Classes of Accommodations
Hotels and Guest Houses
You will find a significant difference in both price and facilities between hotels and guest houses in the UK. Hotels usually offer breakfasts, lunches, teas, dinners, a licensed bar and a range of services and facilities to suit individuals, families and often business groups. Country house hotels will often add recreational facilities in their grounds such as golf, tennis, swimming, health spas, gyms and attended play areas for children.
Top league international hotels in London and major cities offer comprehensive amenities and services for business and holiday guests, and a choice of first class and luxury accommodation. Guest houses may not have bars or offer lunch or teas, but will have television and sitting lounges.

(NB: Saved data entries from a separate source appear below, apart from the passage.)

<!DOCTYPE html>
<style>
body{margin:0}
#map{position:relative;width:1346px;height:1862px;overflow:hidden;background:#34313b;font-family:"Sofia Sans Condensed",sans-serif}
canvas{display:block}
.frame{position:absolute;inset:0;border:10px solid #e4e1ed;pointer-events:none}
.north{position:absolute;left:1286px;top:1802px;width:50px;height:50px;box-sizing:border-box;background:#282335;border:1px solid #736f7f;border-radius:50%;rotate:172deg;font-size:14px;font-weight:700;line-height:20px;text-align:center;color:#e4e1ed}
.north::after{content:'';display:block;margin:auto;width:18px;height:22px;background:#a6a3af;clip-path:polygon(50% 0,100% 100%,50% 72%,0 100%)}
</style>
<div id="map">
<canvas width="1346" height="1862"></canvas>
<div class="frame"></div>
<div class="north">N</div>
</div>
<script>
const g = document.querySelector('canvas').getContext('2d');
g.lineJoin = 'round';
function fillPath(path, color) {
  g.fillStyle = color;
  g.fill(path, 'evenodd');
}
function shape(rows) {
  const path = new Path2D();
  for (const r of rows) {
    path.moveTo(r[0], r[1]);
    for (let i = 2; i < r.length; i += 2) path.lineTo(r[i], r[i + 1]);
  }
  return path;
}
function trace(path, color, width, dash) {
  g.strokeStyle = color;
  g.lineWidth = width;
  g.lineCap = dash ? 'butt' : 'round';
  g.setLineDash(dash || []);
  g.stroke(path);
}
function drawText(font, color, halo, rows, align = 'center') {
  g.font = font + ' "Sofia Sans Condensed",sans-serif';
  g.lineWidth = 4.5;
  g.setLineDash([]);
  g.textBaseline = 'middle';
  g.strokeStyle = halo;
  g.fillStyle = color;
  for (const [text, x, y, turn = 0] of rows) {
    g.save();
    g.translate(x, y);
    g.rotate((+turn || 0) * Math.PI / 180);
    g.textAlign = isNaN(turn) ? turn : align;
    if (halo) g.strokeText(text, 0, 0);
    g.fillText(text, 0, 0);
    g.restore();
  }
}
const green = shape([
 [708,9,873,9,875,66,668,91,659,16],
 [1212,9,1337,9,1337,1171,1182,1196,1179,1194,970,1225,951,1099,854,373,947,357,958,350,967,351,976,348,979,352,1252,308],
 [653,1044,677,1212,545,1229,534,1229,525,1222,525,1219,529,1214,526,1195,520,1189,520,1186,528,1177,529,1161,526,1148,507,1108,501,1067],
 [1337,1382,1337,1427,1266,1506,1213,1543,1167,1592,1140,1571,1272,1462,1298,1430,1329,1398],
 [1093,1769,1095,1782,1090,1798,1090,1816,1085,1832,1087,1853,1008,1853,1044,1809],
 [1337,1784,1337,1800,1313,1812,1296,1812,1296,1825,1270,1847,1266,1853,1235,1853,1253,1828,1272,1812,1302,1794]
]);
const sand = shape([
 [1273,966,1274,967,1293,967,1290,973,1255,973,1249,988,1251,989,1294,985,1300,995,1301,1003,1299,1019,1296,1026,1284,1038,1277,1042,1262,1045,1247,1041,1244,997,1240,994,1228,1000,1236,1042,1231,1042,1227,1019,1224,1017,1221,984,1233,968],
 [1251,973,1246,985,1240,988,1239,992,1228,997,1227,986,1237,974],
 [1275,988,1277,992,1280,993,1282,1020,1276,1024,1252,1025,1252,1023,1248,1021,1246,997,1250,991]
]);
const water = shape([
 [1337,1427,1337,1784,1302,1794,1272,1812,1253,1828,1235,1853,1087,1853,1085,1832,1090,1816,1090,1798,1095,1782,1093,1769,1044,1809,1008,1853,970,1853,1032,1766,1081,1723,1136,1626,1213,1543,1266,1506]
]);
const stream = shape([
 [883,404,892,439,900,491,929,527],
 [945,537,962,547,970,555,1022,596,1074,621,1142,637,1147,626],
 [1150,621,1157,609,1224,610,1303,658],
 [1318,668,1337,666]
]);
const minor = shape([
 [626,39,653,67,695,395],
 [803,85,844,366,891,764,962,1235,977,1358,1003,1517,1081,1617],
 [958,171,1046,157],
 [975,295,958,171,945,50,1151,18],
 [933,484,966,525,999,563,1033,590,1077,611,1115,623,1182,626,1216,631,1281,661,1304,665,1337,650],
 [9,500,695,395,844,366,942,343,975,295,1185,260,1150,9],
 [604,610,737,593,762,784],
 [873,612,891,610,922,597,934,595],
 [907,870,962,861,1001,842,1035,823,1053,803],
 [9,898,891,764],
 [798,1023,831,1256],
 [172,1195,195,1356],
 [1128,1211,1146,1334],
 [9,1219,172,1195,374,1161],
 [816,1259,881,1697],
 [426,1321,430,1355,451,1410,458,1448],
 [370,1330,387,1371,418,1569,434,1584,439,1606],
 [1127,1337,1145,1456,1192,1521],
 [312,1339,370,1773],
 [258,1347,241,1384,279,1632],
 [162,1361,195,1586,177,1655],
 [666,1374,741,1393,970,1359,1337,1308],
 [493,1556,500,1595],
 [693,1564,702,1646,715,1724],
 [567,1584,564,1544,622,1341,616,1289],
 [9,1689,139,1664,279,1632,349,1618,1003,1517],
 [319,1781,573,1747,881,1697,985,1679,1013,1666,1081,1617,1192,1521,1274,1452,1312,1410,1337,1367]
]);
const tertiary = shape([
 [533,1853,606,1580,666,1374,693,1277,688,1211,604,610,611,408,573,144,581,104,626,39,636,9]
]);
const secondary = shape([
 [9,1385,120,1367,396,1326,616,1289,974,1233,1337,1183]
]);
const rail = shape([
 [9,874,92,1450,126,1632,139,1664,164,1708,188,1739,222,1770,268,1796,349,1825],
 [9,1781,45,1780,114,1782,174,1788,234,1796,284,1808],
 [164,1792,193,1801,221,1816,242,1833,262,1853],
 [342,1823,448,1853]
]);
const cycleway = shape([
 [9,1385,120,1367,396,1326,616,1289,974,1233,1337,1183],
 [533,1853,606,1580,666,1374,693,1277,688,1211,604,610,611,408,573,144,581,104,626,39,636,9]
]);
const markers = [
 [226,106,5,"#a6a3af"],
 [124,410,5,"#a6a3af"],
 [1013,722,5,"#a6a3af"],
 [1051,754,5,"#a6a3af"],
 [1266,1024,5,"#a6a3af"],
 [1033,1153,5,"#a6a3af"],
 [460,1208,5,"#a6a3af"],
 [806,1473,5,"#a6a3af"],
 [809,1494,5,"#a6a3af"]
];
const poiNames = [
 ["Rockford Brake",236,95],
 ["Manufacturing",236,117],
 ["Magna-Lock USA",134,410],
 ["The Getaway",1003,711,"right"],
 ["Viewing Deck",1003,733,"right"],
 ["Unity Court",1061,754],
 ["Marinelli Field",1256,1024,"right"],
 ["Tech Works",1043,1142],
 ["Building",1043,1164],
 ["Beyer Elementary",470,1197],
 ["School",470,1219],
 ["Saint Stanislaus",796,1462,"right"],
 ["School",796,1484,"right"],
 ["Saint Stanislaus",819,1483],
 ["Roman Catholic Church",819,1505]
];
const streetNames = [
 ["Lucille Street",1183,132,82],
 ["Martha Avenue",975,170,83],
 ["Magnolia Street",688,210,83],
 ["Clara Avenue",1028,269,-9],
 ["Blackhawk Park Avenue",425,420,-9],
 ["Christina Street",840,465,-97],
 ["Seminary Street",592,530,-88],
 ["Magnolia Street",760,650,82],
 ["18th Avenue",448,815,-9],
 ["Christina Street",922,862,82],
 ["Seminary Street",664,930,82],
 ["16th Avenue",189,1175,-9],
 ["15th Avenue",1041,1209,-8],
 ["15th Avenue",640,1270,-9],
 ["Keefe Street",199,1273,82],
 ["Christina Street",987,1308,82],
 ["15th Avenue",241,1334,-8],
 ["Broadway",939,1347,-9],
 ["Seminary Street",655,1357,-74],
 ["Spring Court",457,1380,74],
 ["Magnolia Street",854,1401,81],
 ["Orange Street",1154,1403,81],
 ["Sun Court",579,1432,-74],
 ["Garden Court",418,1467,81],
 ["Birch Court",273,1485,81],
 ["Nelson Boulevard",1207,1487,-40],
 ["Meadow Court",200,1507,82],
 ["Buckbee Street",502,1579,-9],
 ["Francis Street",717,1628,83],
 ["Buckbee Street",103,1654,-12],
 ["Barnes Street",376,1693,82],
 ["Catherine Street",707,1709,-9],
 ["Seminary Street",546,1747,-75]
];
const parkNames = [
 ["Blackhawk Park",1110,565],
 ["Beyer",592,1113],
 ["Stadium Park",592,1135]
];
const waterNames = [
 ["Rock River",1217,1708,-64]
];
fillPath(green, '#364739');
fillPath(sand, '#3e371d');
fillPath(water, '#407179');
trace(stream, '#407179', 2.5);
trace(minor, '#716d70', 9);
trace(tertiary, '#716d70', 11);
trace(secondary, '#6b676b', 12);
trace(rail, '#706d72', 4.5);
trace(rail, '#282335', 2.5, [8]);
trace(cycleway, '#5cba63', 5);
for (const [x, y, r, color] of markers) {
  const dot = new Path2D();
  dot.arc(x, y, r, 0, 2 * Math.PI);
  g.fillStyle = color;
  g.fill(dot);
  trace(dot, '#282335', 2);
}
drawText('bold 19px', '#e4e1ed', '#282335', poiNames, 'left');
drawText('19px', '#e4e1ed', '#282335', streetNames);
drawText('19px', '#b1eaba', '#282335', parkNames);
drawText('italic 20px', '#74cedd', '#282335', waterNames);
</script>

In England and Wales, the AA, RAC (the largest UK motoring organisations) and the English Tourist Council have come together to provide an overall star for hotels and diamond rating for guest accommodations, including bed and breakfast. Hotels have between one and five stars; guest accommodations between one and five diamonds. In Scotland and Northern Ireland, all tourist accommodations are also graded regularly to provide a clear indication of the level of facilities you can expect.
Bed and Breakfast
Bed and breakfast accommodation, advertised by the famous ‘B&B vacancies’ sign, is mostly in private homes and the emphasis is on bedrooms rather than on facilities such as a bar or restaurant. They are often the least expensive form of guest accommodation although prices vary between those in the most popular holiday locations and those offering stopovers ‘en route’.

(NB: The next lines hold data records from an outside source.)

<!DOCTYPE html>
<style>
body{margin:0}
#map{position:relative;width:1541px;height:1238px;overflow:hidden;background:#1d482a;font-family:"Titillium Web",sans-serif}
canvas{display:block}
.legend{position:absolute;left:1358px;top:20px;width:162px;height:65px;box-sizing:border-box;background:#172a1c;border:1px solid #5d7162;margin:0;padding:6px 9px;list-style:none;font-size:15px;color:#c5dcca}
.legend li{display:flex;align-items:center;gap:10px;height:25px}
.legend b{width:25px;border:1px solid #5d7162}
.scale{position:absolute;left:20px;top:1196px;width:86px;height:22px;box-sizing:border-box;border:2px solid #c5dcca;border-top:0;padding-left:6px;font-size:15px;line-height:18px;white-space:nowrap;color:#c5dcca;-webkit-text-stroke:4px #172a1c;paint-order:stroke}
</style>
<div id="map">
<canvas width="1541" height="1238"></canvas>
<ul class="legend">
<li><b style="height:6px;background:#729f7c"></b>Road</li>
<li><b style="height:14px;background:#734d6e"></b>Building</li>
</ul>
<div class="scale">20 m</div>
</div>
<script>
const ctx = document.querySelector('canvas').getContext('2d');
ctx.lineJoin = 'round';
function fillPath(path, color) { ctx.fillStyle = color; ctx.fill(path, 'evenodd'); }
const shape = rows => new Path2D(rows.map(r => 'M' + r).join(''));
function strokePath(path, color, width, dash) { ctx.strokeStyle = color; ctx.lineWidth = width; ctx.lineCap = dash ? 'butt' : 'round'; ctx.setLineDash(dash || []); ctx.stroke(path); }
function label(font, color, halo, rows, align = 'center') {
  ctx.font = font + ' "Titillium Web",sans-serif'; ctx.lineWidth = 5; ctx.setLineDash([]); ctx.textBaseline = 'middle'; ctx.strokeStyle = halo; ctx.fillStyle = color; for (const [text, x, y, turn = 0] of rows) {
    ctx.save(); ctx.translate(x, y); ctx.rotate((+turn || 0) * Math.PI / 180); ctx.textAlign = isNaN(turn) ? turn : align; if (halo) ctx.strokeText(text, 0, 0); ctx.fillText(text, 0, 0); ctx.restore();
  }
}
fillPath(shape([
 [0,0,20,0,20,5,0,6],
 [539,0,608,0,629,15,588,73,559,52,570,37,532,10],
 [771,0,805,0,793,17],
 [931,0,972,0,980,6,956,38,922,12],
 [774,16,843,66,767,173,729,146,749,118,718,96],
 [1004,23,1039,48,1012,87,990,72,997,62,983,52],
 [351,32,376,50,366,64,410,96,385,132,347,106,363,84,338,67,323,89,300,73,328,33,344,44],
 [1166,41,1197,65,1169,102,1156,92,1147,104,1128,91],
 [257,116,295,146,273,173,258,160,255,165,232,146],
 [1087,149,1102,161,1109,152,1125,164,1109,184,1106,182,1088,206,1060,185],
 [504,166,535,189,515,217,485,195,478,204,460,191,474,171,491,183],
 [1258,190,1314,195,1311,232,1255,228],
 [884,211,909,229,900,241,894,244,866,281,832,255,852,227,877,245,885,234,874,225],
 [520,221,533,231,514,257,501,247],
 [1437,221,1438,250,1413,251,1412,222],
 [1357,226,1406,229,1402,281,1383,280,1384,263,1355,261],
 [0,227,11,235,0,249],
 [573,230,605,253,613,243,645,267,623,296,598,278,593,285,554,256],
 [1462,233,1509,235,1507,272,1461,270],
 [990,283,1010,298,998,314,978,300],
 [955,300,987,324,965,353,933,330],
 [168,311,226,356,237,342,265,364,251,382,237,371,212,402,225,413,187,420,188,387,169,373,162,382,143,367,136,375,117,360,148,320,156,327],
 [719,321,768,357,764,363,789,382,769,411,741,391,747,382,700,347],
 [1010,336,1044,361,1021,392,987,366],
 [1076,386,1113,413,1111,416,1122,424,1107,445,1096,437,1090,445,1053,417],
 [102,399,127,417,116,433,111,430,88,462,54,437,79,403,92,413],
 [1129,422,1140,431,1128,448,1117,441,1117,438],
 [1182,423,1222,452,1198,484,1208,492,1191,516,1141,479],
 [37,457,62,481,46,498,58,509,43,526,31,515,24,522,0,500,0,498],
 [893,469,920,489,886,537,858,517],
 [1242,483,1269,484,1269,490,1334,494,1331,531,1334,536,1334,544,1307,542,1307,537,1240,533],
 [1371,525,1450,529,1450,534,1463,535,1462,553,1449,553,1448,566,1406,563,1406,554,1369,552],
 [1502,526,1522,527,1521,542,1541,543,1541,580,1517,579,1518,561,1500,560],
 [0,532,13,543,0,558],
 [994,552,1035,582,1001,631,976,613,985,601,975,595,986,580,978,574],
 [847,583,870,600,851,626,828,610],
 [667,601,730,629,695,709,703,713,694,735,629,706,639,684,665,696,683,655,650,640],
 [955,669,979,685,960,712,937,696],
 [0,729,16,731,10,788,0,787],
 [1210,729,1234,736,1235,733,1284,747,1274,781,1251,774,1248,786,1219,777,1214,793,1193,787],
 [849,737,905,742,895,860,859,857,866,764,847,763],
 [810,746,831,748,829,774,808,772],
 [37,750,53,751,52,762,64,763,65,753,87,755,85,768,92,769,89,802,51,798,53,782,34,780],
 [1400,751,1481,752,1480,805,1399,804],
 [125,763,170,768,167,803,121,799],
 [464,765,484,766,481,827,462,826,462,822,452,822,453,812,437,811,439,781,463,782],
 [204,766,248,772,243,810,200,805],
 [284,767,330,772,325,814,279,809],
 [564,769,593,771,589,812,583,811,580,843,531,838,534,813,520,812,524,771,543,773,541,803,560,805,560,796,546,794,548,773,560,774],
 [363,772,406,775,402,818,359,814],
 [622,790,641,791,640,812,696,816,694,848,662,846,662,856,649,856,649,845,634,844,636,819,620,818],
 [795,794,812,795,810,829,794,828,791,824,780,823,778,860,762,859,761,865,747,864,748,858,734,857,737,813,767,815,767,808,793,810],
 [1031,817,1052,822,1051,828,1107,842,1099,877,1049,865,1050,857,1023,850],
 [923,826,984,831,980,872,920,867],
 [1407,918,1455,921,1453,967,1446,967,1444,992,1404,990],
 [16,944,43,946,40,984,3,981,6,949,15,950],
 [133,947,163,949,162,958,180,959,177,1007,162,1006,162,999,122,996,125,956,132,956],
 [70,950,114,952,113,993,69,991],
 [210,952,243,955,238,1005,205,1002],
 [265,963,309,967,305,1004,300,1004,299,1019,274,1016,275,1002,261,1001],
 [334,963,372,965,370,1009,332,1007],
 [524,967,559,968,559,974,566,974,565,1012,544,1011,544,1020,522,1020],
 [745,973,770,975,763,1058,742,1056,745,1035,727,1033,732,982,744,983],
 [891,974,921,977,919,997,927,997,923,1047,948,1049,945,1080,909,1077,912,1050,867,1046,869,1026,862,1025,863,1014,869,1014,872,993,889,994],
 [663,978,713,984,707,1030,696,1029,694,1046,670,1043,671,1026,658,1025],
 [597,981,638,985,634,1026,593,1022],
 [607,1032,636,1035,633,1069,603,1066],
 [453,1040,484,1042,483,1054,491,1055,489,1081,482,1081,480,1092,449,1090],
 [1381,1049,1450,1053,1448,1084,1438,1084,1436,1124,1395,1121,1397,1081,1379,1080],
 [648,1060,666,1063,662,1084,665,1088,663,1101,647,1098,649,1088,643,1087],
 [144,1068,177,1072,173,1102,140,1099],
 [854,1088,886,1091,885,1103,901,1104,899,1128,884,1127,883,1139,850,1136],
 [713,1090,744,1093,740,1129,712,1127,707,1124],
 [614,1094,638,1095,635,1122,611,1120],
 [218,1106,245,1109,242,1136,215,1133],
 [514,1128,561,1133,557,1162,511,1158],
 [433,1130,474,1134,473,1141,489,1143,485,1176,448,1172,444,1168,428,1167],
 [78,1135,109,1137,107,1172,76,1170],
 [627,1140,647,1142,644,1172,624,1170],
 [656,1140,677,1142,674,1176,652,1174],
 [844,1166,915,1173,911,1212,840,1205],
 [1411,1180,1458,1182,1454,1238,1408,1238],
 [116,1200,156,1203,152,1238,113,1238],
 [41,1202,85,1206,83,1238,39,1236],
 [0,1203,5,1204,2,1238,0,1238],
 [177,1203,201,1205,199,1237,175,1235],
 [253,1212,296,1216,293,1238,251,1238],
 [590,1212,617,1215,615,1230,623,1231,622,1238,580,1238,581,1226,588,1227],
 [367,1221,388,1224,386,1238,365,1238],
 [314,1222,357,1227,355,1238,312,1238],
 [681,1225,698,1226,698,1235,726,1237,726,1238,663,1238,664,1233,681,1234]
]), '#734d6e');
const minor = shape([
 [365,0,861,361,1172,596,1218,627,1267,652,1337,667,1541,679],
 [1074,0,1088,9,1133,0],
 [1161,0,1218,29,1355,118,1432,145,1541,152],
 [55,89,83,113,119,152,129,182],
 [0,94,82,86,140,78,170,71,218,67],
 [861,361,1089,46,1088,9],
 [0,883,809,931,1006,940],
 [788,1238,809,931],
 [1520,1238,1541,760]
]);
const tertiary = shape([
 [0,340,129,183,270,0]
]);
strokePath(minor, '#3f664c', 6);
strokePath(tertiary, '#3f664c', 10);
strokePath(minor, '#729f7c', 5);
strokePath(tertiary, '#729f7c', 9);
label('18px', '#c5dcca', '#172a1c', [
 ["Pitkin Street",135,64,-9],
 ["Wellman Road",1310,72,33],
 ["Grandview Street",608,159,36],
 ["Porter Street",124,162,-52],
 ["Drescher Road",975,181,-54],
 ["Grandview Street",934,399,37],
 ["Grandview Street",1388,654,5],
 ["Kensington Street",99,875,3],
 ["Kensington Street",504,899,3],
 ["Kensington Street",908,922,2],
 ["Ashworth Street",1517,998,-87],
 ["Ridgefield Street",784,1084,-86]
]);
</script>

Thousands of bed and breakfasts have been visited anonymously by tourist officers to be inspected for a diamond rating of between one and five stars. This is intended as a guide to the quality of accommodation and food on offer.
As private homes, including farmhouses and working farms, B&Bs tend to offer a very personal welcome, and an insight into British ways of life in different parts of the country. Breakfast is intended to fill you and will often include bacon, eggs, fried bread, tomatoes, even fried potatoes and local additions such as black pudding. Or you can enjoy a ‘continental’ breakfast: cereal, bread, toast, tea, coffee and juice.
There are many hostels located all over England, Wales, Scotland and Northern Ireland. Hostels vary in style and amenities but they offer bedrooms with between two and six beds for young people, families and groups. They usually provide substantial breakfasts and dinners at low prices and have communal kitchen facilities if you prefer to cater for yourself.
The main hostel organisations are the Youth Hostel Association (YHA), the Scottish Youth Hostel Association (SYHA) and Hostelling International Northern Ireland (HINI). You do not have to be a ‘youth’ to stay because there is no upper age limit (in Scotland the lower age limit is 5). But you do have to be a member of the YHA or SYHA, which involves paying a small annual membership fee. There are also a variety of independent hostels offering accommodation. Staying in hostels is traditionally popular with people pursuing backpacking, walking, cycling or generally exploring outdoor pursuits. But there are also hostels in many towns and cities, which enable members to enjoy good basic accommodation on a low budget.